> **WHAT TO WORK ON**
Each line of the data below holding the word "street" must be copied.

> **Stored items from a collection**
-- -- --

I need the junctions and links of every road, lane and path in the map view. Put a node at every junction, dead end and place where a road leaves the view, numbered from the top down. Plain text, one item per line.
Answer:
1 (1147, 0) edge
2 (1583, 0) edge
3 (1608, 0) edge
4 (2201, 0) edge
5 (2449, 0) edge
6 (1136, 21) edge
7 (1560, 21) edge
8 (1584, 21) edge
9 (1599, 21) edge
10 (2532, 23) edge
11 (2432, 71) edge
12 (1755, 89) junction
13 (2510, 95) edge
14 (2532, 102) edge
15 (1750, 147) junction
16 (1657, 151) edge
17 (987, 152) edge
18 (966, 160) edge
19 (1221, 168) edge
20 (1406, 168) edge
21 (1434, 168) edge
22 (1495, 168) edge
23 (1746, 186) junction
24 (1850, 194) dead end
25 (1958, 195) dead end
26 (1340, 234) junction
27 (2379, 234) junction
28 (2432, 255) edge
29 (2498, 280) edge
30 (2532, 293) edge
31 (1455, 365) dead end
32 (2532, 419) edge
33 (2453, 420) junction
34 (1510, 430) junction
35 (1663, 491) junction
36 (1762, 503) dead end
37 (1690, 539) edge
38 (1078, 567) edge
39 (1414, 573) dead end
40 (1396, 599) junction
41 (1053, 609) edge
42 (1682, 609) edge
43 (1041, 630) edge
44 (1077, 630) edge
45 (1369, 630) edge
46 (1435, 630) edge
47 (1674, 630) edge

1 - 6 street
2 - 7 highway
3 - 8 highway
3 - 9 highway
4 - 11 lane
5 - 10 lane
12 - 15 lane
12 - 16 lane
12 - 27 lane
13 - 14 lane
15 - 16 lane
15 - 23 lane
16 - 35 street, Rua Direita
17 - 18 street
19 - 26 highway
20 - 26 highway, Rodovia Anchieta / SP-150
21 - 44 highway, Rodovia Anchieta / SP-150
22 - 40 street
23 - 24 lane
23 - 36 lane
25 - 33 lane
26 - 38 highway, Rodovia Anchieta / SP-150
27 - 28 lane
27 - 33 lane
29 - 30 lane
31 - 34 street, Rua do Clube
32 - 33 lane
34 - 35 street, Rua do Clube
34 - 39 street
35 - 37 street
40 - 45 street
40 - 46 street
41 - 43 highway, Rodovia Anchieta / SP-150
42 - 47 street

-- -- --

> **TASK ANSWER**
1 - 6 street
16 - 35 street, Rua Direita
17 - 18 street
22 - 40 street
31 - 34 street, Rua do Clube
34 - 35 street, Rua do Clube
34 - 39 street
35 - 37 street
40 - 45 street
40 - 46 street
42 - 47 street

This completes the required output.